Sue Brownill and Andy Inch strike at the heart of the matter when they describe the “basic level of ambiguity and confusion” that continues to attend discussions of participatory planning.3 Participation appears as a self-evident goal, but the purpose of participation is unclear and always shifting. As Brownill and Inch eloquently put it, “if participation has more and more often been the answer… it has not always been clear what the question was.” Lost in this confusion is the possibility that more democracy—and empathy—within planning are actually ends in themselves.

 Nowhere is the failure to see empathy and democracy as ends in themselves more evident than in the continued anxiety and distaste around the figure of the NIMBY. The most basic empathy with the feelings of impermanence and uncertainty provoked by planning renders the NIMBY inherently sympathetic. The most basic commitment to democracy in planning seems intuitively incompatible with contempt for the NIMBY. If people have the right to participate in decision-making about their communities, and if their desire to do so is clearly sympathetic, then the epithet of NIMBY is obviously counterproductive.

Toward Empathy – Rereading Peter Marris

Like calls for more participatory planning, a roadmap pointing the way to more empathetic planning has existed for several decades. The late sociologist Peter Marris published Loss and Change in 1974, connecting his earlier work on widows to broader questions of change and grief. Marris compared the feelings of loss provoked by urban renewal to bereavement, establishing a lifelong interest in the emotional and psychological impacts of planning. The book is highly empathetic, but it’s also eminently sensible. When Marris describes “the conservative impulse,” a “fundamental and universal” desire to “defend the predictability of life,” the idea should ring familiar to anyone who has ever attended a community board meeting.4 If its existence is so obvious—and it is—then why are planners continuously taken aback by it?

 Marris published an array of additional work about the psychology of change, much of it focused entirely on planning. His entire body of work provides a deep depiction of the wholly sympathetic reasons that change produces feelings of loss and grief. Of particular interest to Marris were the ways in which people construct the meanings that structure their lives. Marris argued that all personal meaning derives from emotional attachments, most often a love of people, places, and institutions. Attachments therefore become the “organizing principle of a life,” making their loss inherently traumatic.5 It is in this sense that social changes, much like the loss of a loved one, become a form of bereavement. The impermanence of attachments provokes tremendous grief, undermining the ability to give meaning to life.

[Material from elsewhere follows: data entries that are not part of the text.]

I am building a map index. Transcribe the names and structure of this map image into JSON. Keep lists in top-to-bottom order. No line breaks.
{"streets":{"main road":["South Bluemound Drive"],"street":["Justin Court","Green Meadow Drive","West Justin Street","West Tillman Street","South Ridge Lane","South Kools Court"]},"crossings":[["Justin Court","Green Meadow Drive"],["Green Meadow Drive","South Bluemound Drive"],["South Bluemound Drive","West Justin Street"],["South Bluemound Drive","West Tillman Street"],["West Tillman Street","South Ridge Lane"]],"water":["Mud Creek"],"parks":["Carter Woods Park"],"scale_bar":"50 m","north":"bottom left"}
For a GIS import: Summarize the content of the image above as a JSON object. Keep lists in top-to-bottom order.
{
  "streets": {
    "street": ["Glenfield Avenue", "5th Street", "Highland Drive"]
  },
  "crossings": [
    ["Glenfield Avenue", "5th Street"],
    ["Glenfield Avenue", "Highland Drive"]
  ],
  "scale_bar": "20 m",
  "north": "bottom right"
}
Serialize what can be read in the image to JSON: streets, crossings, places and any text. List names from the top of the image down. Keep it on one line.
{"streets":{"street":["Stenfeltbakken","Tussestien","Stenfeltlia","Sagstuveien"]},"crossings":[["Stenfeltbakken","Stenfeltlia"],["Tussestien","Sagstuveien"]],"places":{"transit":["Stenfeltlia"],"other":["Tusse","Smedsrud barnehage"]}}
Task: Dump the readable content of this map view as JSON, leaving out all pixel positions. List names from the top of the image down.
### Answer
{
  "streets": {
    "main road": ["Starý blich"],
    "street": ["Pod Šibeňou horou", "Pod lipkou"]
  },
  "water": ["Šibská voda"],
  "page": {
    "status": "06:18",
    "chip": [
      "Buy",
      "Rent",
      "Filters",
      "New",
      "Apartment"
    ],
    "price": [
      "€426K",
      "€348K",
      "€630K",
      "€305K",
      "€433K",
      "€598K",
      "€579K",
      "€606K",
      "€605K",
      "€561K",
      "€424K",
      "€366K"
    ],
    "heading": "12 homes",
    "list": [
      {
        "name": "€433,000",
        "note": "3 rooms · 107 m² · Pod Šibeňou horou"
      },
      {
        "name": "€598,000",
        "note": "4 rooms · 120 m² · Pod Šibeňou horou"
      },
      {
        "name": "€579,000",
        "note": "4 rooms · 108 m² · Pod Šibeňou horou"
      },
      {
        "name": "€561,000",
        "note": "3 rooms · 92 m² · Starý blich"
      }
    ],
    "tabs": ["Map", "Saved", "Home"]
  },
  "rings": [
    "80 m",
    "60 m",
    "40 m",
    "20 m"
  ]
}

Another recurring—and related—theme in Marris’ work is the concept of uncertainty. Attachments and meaning create a shield against the uncertainty of the world, both psychologically and in material terms.           Much of Marris’ writing took place in the context of rising austerity in England, and he appreciated the extent to which, in a world of declining social provision, attachments could be a matter of survival. This was also the context in which he came to understand certainty as a primary form of power. Marris endorsed a conception of power “which emphasizes control over contingencies rather than control over resources”6 Society is marked, he argued, by a continuous competitive struggle over the distribution of uncertainty, which “thrusts the burdens of insecurity progressively onto the less and less powerful.”7 Class conflict is as much about “the displacement of uncertainty onto others” as the distribution of resources.8

Ideally, planning is an effort to manage uncertainty less competitively and to distribute it more collaboratively and equitably. This becomes difficult, however, when plans fail to account for the meanings and attachments that structure a community and the lives of the people within it. Marris holds that any plan or policy, however well-meaning, that does not “take into account the web of attachments which typically bind people to particular places” is doomed to maintain the inequitable distribution of uncertainty.9 The best planning, therefore, attempts not only to distribute uncertainty more evenly, but also to grasp the private meanings and attachments that both shape places and allow people to weather the uncertainty of the world. It infuses general purposes with particular understandings.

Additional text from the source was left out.